Analysis of laboratory nitrile gloves: From pores to the surface
The humble rubber glove is usually the first line of protection for any person working with toxic, hazardous and contagious materials or environments. This is especially true in the ongoing COVID-19 virus pandemic. While everyone agrees on their universal use, very little attention is paid to the type of material, surface topography or porosity of the glove itself. Here we describe an approach where the use of multiple techniques has enabled a complete physical characterization of the rubber glove material. This approach not only applies to nitrile gloves but can also be used for analysis of any rubber material, polymer coatings, thin elastomeric films, porous membranes or flat, flexible sheets.
Disposable rubber gloves are routinely used for maintaining personal hygiene, prevent contamination and enable the wearer to work safely in a toxic/hazardous environment. Rubber latex is a crosslinked polymer with a tensile strength in the 25-40 MPa range, with a typical elastic elongation of 800- 900 %.1 Nitrile gloves are usually of lower tensile strength than latex but their elastic modulus is typically higher. Gloves can be ordered in a variety of different types, thicknesses, finished textures and colors.
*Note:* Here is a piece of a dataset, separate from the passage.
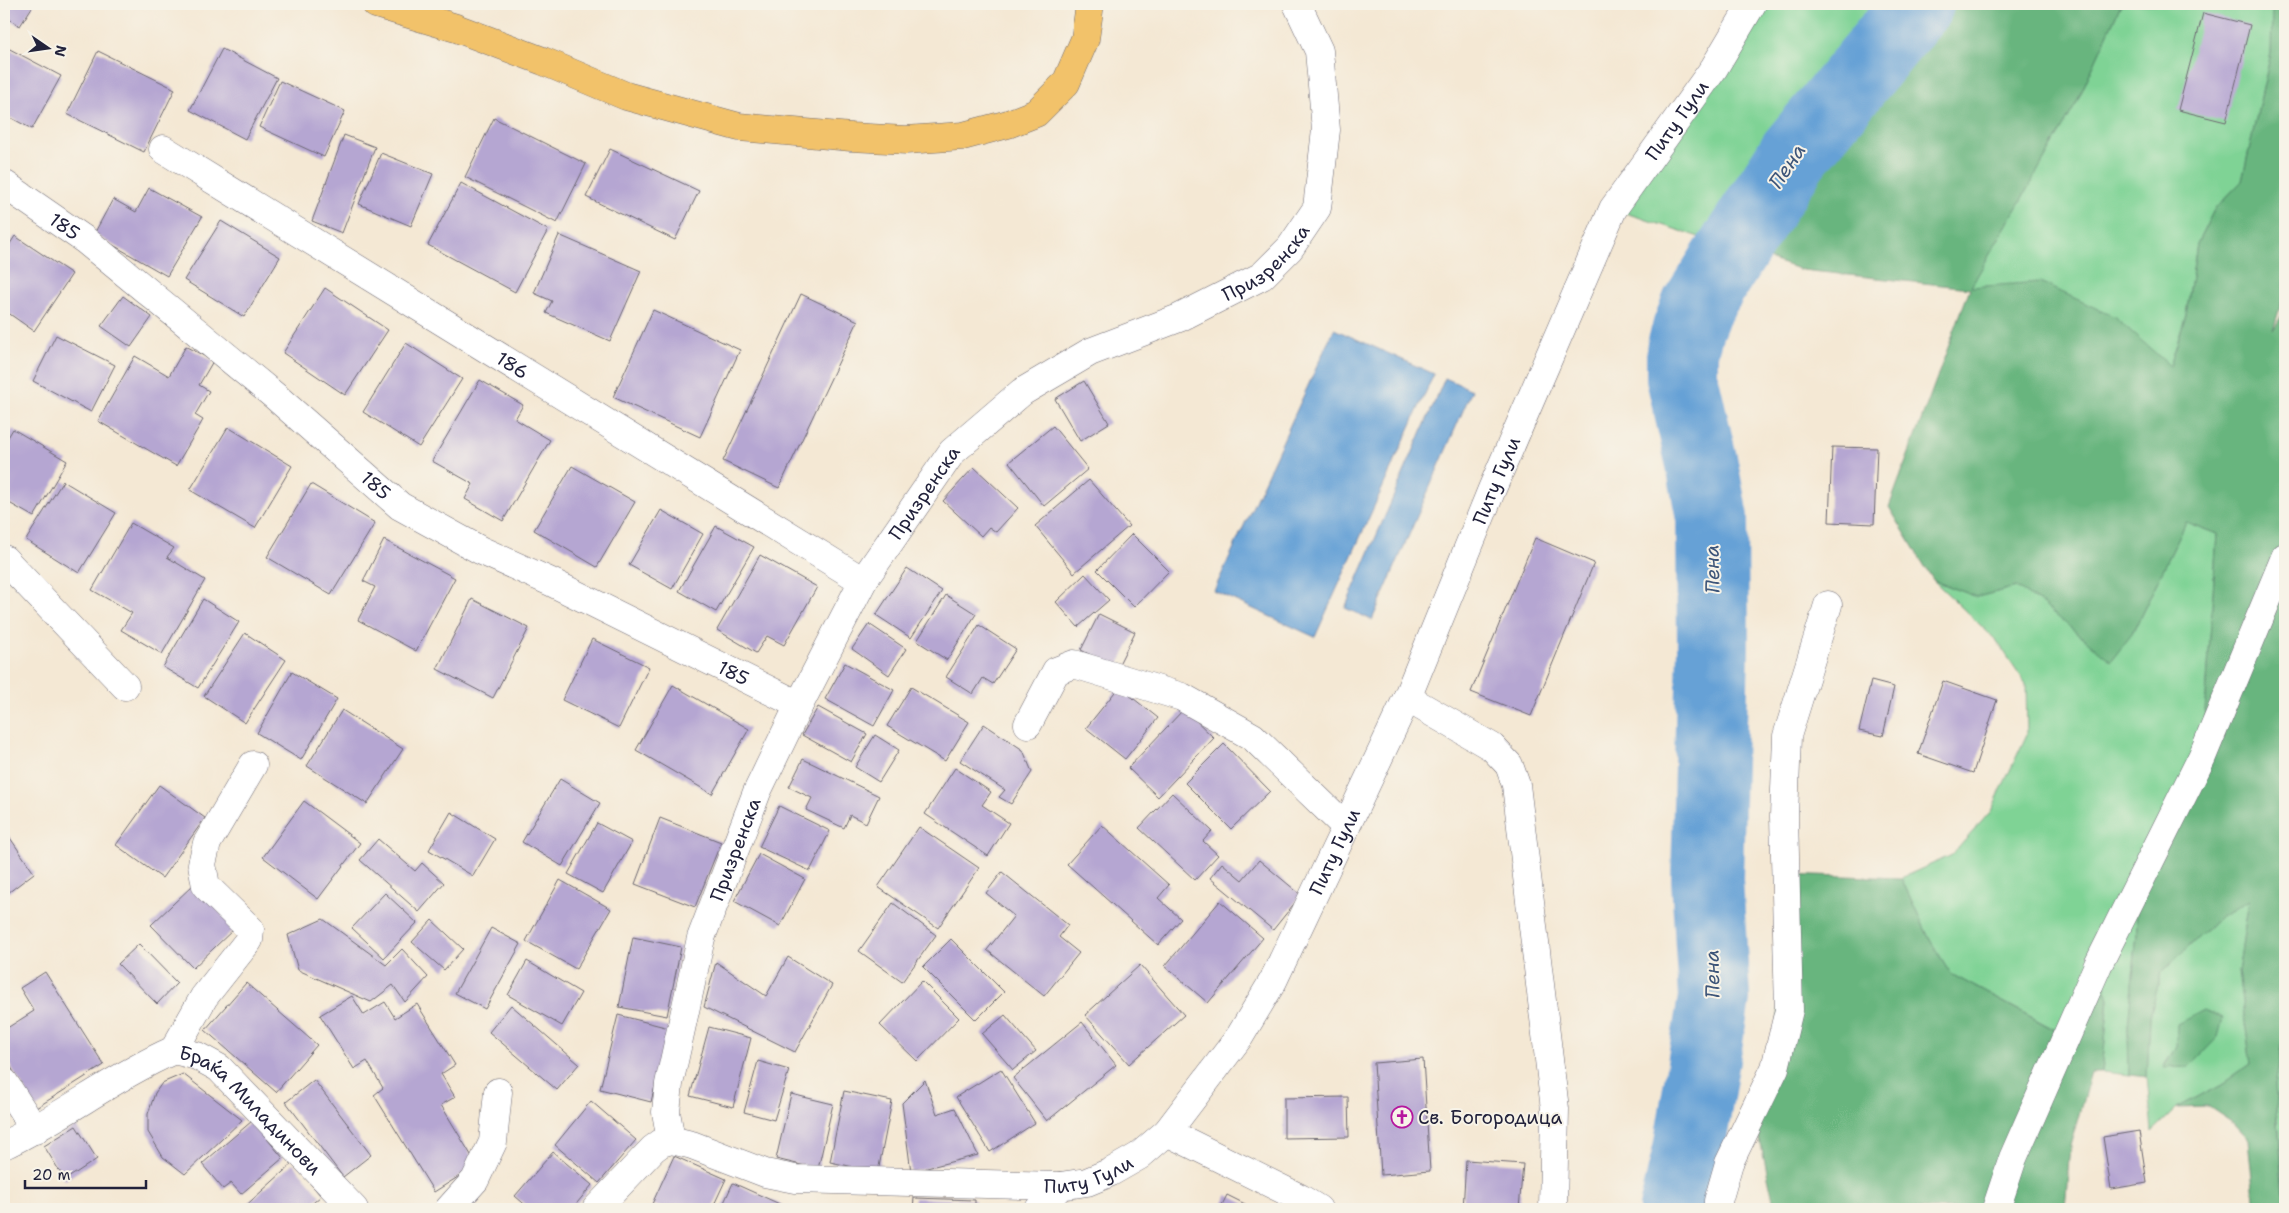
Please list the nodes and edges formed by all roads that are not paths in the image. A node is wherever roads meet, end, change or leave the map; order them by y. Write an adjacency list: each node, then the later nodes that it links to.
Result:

The global demand for gloves is estimated to be $ 2.3 billion USD in 2020 alone and is expected to grow steadily throughout 2027.2 Physical analysis of flexible materials like rubber and related materials is generally performed by tensile testing, IR spectroscopy and X-ray diffraction while surface characterization is performed by optical/fluorescence microscopy, SEM, TEM etc. The most important assessment of the quality of rubber gloves is their leakage or barrier properties to solvents, chemicals, and biological agents (bacteria, virus, pathogens).
It is well known that vinyl gloves are more susceptible to leakage of biological material (e.g. viruses) compared to nitrile or latex gloves.3-6
In this study, we demonstrate a new, holistic way to characterize surfaces of flexible rubber materials like nitrile gloves using a full length scale analysis approach. This approach makes use of multiple measurement techniques like gas physisoption (surface area and pore size down to the sub-nm scale), atomic force microscopy (AFM, µm-scale) and pycnometry for skeletal density measurement which also assesses down to the sub-nm level. This approach has the following benefits: a) provides a complete analysis picture of the material, b) demonstrates the use of multiple techniques (instruments) in the Anton Paar product portfolio and c) enables customers to use multiple techniques for getting a complete picture of the rubber glove surface and physical properties.